Daya dobrak seorang sastrawan tidaklah selalu frontal dan demonstratif, apalagi mengadakan gerakan penghancuran, ia selalu berbicara dengan kelembutan….berkisah untuk mengajarkan akan keindahan, bersyair untuk menyindir para manusia yang arogan. 

Banyak hal yang dilakukan oleh sastrawan, meskipun mereka lebih pada dunia teks….tapi sumbangsih pemikiran mereka tidak kalah hebatnya dari para pahlawan. Dan dibeberapa Negara, sastrawan sebagai sebagai “bom” untuk mengahancurkan kemungkaran, bahkan ledakannya lebih terasa dari pada ledakan bom para teroris. Ada prinsip yang sering digunakan para sastrawan terkait dengan perubahan, yaitu kalau bisa merubah dengan cinta dan keindahan mengapa harus merubah dengan senjata dan terror.

Di sisi lain, sastrawan tidak mampu mengahadirkan sebuah perubahan kecuali hanya jebakan-jebakan kata melankolis yang mampu menghipnotis para penggila percintaan dan kerinduan, seperti yang dikatakan Edy Firmansyah bahwa selama ini para sastrawan kita tidak memiliki keberanian untuk melakukan terobosan baru terhadap kerja kreatif mereka. Mereka lebih senang karya-karyanya terbit di media nasional, dari pada memahami kondisi masyarakat yang masih belum paham terhadap karyanya. Semestinya mereka berpikir, bahwa karya-karyanya itu bisa memunculkan perubahan dan memiliki makna konteks yang lebih mendalam.

Meskipun tidak semua sastrawan seperti di atas, namun tidak sedikit yang mengalami seperti itu. Berlebih menganggap keindahan yang dilontarkan hanya untuk para elitis, dengan bahasa imajinatif melangit, dengan pujian-pujian yang kebablasan, heperbola yang super, dan kadang maksudnya tidak pernah jelas, dan kalau bisa orang-orang awam tidak mampu menangkapnya – ini yang bisa dianggap para sastrawan pemburu materi-, ketika ada pelanggaran dan kebobrokan, mereka diam sejuta kata, namun ketika ada bagi-bagi sembako mereka berteriak dengan lantangnya bak petir menyambar pohon di siang bolong. 
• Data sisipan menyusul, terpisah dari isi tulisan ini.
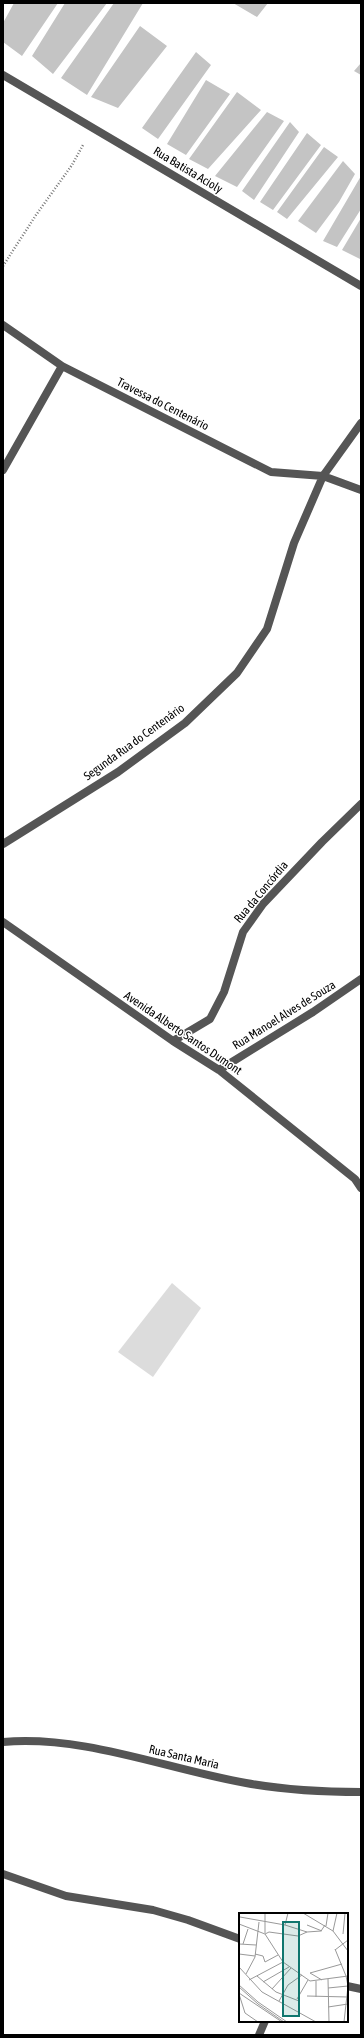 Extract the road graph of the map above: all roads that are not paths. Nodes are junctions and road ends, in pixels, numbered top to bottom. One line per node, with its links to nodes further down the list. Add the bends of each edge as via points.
1 (3, 75): 2 (street, Rua Batista Acioly)
2 (361, 286)
3 (3, 325): 4 (street, Travessa do Centenário)
4 (62, 366): 6 (street); 7 (street, Travessa do Centenário, via 271,472)
5 (361, 423): 7 (street, Segunda Rua do Centenário)
6 (3, 470)
7 (323, 476): 8 (street, Travessa do Centenário); 10 (street, Segunda Rua do Centenário, via 294,543 267,629 237,674 185,723 161,741 118,772)
8 (361, 490)
9 (361, 804): 13 (street, Rua da Concórdia, via 263,904 242,932 224,992 210,1020)
10 (3, 844)
11 (3, 922): 13 (street, Avenida Alberto Santos Dumont)
12 (361, 979): 14 (street, Rua Manoel Alves de Souza)
13 (173, 1041): 14 (street, Avenida Alberto Santos Dumont)
14 (219, 1070): 15 (street, Avenida Alberto Santos Dumont)
15 (358, 1177): 16 (street, Avenida Alberto Santos Dumont)
16 (361, 1188)
17 (3, 1742): 18 (street, Rua Santa Maria, via 48,1741 247,1783 307,1790)
18 (361, 1792)
19 (3, 1874): 20 (street, via 66,1896 153,1910)
20 (239, 1939)
21 (348, 1986): 22 (street)
22 (361, 1989)
23 (265, 2022): 24 (street)
24 (259, 2035)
Sungguh memang sebuah pilihan, menjadi sastrawan yang berkarakter atau sastrawan pembentuk kebobrokan. Mungkin meminjam istilah Imam al-Ghazaly ketika berbicara tentang ulama, ia membaginya menjadi dua, ada ulama yang sholehdan tholeh (suk). Memang selalu ada perkawinan dalam sebuah kehidupan, di antara perkawinan itu adalah kubu para sastrawan, sastrawan yang cendrung kekiri dan ada yang cenderung ke kanan.